I use to cut it straight across with my other horses. But now I leave it natural. Same with her mane, no bridle path. I also have recently started leaving the fetlocks natural. I just like the all natural God given look of the whole package!


----------



## farmpony84 (Apr 21, 2008)

Mine is natural but then I put a fake trail in for shows and that gives it the cut straight across look....


----------



## BackInTheSaddleAgain (Apr 20, 2009)

I just used a leave-in conditioner, braided it, and slipped it in a basic tail bag. I trimmed it once in a while so it wouldn't drag on the ground. The only time his tail bag was off was when I wanted him looking pretty for shows or durring baths.


----------



## Sixxofdiamonds (May 7, 2009)

farmpony84 said:


> Mine is natural but then I put a fake trail in for shows and that gives it the cut straight across look....

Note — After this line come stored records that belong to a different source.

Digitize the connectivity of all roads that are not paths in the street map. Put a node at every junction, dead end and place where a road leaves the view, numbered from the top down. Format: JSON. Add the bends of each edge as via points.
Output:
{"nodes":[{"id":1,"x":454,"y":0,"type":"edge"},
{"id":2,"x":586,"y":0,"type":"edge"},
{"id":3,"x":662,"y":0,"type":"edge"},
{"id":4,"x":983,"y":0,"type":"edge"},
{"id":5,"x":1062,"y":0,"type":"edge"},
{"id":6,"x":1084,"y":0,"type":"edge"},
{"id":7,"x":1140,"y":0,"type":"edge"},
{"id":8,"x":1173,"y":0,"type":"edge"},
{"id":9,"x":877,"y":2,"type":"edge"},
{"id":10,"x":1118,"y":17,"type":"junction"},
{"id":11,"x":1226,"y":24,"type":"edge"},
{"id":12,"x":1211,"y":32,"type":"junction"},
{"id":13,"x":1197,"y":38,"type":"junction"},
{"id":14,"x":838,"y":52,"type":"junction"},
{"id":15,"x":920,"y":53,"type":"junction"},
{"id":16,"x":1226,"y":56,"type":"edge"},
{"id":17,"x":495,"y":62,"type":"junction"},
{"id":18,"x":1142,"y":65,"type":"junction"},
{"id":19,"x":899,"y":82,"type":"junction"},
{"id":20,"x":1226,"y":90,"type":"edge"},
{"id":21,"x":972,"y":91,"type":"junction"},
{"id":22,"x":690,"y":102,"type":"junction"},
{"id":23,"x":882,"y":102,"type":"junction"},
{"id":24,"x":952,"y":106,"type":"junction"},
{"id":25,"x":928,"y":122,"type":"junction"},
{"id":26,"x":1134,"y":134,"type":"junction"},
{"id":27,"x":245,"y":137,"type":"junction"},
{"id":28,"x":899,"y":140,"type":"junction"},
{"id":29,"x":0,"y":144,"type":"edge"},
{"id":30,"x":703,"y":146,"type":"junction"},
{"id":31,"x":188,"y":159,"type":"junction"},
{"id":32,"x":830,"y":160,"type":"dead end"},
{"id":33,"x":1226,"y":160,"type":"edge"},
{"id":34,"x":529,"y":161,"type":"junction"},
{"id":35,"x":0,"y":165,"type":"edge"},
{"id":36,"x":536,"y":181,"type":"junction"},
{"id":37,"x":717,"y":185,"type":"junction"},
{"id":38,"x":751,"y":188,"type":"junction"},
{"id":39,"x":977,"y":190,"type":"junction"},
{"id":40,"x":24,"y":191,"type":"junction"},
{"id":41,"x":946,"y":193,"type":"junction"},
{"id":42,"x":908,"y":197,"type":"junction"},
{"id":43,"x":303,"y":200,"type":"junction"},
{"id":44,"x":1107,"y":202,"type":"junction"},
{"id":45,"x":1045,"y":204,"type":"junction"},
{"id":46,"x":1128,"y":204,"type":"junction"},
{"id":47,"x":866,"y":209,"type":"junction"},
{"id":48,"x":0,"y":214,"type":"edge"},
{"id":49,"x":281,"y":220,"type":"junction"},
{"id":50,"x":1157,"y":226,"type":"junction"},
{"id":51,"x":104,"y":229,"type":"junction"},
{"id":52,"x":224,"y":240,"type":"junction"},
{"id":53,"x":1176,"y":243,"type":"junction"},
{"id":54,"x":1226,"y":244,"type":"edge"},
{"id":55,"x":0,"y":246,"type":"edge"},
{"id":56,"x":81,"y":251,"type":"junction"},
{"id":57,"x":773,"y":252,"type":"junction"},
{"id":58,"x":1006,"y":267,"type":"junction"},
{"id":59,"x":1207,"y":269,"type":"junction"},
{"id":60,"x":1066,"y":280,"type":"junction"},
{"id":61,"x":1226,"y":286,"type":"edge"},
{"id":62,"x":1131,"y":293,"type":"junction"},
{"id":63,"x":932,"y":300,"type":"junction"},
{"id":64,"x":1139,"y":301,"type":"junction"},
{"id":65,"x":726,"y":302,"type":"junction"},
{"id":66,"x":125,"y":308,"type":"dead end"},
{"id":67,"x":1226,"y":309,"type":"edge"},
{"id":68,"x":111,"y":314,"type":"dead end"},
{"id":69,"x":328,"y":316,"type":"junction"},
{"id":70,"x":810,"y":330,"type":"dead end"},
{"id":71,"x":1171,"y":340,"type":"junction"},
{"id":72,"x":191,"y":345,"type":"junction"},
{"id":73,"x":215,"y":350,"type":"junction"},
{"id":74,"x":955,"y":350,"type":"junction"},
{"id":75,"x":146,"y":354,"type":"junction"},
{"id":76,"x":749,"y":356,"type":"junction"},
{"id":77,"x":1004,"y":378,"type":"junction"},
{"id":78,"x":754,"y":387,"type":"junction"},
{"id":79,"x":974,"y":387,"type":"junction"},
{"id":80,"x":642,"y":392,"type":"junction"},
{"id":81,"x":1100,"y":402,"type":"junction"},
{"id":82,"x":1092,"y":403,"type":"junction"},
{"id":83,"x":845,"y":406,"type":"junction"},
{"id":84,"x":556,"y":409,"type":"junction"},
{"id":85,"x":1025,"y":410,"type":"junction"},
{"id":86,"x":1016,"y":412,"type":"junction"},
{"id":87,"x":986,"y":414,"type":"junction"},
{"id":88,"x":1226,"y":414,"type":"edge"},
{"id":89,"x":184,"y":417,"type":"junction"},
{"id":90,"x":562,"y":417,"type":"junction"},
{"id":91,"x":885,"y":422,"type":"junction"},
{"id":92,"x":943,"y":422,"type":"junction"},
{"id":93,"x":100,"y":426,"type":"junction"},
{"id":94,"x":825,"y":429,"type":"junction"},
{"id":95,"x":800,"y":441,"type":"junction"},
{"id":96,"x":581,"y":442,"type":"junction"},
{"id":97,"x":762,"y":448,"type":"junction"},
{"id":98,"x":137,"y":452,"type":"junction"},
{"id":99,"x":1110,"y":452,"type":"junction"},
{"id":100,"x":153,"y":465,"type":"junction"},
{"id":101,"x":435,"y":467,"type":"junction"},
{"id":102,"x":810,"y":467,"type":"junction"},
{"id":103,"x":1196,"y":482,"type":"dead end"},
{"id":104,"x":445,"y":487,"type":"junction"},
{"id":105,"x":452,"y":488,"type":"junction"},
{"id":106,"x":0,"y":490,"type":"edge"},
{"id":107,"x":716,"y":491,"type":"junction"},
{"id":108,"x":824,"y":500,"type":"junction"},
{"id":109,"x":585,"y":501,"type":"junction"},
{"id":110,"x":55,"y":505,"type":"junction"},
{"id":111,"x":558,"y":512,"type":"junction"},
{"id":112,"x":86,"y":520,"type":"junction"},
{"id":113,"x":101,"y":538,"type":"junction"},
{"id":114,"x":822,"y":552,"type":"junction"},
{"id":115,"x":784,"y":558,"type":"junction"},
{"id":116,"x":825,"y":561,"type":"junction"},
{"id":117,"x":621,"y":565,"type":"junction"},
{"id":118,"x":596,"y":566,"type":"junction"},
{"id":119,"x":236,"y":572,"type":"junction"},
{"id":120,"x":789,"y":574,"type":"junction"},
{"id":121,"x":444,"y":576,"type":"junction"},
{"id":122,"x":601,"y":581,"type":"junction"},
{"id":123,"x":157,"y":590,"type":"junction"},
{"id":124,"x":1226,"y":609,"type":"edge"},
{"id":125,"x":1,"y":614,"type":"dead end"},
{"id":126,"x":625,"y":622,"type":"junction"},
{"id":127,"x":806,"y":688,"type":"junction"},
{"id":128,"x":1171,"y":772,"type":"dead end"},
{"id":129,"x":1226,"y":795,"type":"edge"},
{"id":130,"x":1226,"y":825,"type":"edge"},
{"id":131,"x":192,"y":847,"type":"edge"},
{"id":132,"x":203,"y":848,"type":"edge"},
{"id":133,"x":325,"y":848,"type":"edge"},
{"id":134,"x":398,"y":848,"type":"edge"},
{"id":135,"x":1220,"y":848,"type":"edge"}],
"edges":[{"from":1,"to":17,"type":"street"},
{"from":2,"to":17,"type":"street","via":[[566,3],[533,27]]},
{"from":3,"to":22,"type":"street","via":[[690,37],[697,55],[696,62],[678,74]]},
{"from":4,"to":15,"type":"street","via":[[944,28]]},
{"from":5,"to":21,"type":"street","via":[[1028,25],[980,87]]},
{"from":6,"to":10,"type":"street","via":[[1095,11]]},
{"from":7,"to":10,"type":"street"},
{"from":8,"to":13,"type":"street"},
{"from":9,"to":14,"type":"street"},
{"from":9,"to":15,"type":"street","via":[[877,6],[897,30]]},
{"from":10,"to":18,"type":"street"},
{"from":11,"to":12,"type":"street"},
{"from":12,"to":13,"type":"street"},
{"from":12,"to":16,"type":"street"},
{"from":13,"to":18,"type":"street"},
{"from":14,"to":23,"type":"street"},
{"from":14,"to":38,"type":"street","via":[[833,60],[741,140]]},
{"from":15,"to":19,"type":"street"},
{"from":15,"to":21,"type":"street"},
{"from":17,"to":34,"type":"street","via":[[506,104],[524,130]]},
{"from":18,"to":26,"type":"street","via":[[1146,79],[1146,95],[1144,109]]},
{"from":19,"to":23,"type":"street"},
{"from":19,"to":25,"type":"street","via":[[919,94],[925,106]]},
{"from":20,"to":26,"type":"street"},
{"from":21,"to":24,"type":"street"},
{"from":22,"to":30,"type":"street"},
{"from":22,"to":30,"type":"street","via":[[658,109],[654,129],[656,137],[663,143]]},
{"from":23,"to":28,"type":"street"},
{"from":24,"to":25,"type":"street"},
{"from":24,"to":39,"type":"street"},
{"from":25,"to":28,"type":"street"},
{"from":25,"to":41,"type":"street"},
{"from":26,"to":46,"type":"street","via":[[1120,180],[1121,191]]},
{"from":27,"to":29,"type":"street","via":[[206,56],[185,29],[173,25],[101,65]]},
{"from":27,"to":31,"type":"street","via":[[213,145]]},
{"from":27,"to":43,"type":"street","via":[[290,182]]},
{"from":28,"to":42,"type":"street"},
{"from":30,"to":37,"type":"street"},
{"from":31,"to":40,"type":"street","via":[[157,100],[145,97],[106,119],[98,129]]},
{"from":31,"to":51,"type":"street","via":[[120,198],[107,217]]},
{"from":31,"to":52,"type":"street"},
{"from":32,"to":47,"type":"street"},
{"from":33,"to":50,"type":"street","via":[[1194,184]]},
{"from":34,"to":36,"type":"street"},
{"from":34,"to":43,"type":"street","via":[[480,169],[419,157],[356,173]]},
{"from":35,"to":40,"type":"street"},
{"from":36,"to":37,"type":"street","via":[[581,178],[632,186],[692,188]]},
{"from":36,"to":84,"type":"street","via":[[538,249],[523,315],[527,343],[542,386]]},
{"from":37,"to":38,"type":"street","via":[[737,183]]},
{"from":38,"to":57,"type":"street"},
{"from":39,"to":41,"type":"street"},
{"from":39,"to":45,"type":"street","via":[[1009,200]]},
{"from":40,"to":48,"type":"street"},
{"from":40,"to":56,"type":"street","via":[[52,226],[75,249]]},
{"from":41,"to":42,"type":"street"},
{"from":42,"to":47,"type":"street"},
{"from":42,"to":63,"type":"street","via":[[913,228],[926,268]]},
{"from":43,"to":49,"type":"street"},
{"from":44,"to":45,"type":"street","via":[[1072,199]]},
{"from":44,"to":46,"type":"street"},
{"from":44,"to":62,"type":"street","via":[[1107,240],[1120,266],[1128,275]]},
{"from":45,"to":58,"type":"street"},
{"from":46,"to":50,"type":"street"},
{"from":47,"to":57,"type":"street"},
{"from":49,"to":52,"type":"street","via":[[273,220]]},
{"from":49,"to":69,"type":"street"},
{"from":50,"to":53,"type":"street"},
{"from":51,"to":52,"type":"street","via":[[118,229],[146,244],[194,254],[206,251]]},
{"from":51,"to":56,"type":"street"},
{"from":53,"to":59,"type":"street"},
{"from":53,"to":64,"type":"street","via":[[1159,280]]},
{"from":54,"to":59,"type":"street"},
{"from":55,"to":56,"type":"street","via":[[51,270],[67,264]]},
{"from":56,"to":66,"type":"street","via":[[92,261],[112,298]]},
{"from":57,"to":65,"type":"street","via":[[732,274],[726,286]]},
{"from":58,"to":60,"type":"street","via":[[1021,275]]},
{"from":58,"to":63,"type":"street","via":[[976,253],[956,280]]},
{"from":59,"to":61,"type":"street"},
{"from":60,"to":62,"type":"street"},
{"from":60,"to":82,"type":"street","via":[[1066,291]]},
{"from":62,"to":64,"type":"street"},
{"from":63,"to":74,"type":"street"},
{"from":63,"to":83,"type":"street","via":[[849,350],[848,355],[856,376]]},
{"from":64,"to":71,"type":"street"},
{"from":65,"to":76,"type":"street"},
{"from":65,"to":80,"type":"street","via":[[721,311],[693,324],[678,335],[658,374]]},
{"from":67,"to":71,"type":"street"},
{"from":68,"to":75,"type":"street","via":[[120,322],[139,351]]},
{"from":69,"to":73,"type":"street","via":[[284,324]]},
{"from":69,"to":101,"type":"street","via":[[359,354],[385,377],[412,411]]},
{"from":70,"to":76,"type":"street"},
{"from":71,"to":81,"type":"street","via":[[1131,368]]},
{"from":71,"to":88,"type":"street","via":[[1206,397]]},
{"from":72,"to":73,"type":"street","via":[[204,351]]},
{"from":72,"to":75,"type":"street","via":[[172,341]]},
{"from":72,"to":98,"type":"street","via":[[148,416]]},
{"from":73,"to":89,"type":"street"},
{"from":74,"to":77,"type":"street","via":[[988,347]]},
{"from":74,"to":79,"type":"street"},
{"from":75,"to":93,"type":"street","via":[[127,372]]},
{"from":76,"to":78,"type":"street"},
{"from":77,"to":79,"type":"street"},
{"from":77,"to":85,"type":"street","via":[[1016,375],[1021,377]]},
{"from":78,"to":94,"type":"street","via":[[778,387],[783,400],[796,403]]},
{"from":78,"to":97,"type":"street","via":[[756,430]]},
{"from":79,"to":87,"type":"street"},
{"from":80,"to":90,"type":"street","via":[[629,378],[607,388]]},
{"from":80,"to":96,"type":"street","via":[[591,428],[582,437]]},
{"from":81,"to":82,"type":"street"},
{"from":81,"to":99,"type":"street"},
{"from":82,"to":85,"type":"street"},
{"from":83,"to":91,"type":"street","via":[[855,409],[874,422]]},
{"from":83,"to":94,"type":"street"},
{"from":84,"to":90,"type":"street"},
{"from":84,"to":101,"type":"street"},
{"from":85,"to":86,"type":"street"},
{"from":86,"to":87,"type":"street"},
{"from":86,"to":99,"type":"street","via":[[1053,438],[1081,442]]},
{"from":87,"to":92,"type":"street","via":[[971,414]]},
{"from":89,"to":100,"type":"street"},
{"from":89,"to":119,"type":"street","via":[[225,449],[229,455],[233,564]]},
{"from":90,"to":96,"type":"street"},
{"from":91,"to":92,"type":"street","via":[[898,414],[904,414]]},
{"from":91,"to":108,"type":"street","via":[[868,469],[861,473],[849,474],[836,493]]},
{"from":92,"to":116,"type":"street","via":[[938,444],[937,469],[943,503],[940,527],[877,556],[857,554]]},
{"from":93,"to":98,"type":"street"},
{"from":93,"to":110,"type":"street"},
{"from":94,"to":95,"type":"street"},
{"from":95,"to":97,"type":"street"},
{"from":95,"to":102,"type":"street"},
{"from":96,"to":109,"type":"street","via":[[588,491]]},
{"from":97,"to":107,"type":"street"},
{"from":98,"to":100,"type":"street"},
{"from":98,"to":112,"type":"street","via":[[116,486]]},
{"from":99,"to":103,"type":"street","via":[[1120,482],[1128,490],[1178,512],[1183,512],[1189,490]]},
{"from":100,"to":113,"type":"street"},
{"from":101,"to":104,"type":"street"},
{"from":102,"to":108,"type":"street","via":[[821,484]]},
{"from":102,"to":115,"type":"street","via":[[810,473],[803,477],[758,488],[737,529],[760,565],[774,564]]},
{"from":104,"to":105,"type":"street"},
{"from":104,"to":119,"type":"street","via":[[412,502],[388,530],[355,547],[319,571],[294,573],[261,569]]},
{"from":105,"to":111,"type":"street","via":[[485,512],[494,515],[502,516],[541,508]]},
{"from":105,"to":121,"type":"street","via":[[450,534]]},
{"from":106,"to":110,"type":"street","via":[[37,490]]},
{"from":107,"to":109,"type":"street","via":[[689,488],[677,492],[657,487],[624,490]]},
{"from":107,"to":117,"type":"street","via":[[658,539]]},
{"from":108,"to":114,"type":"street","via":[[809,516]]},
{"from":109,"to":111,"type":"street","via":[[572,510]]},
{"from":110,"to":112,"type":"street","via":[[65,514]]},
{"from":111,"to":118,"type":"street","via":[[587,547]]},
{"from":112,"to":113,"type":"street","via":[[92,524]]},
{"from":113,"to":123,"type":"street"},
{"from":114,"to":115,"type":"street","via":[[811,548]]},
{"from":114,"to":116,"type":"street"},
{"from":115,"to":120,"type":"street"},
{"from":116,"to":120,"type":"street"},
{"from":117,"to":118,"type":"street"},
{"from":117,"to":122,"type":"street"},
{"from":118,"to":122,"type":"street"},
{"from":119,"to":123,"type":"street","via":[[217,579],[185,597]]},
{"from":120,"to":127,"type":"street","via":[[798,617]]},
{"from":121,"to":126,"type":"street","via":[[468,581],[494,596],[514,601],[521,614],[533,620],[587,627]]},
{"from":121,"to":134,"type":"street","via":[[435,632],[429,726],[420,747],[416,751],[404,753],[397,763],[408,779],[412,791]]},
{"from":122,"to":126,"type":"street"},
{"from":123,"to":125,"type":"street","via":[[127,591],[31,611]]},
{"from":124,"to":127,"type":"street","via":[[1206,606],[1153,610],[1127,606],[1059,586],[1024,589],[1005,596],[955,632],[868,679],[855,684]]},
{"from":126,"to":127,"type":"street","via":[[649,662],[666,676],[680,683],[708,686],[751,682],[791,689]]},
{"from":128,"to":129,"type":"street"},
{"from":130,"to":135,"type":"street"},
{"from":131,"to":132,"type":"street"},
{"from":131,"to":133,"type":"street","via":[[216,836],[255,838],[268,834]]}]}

That's how I usually do mine, too. However, I think I may nix the fake tail from here on out (it's getting decently full and pretty long and I have a 1/2 lb fake tail.)

It's interesting to hear what you all do! Thanks!


----------



## katybear985 (Jan 2, 2008)

I would leave my ponies tail, just kept up with it, his tail only ever JUST touched the ground with a few strands, so i never touched it. But tail bag's are great, just make sure you keep up with them, because i have seen too many tails that are 3 feet on the ground, be up with the tail bone matted around, after being in a tail bag for months and not being looks after. 
Tail bag's are also good for keeping mud and burrs out, especially if you get the durable canvas bags. Good for pesky horse-mates who like to nip at them and pull tails off-I've seen that too :-x


----------



## southerncowgirl93 (Feb 5, 2009)

I let my horses go natural except for the Appaloosa that I show. I cut hers straight across the bottom. Only for shows though. All my other horses stay natural, even for shows, but they are Tennessee Walkers, so they are supposed to be all natural. lol


----------



## equimed (Jun 2, 2009)

In Spain tradition and show protocol are clear as to how the manes and tail of foals and mares are to be cut. 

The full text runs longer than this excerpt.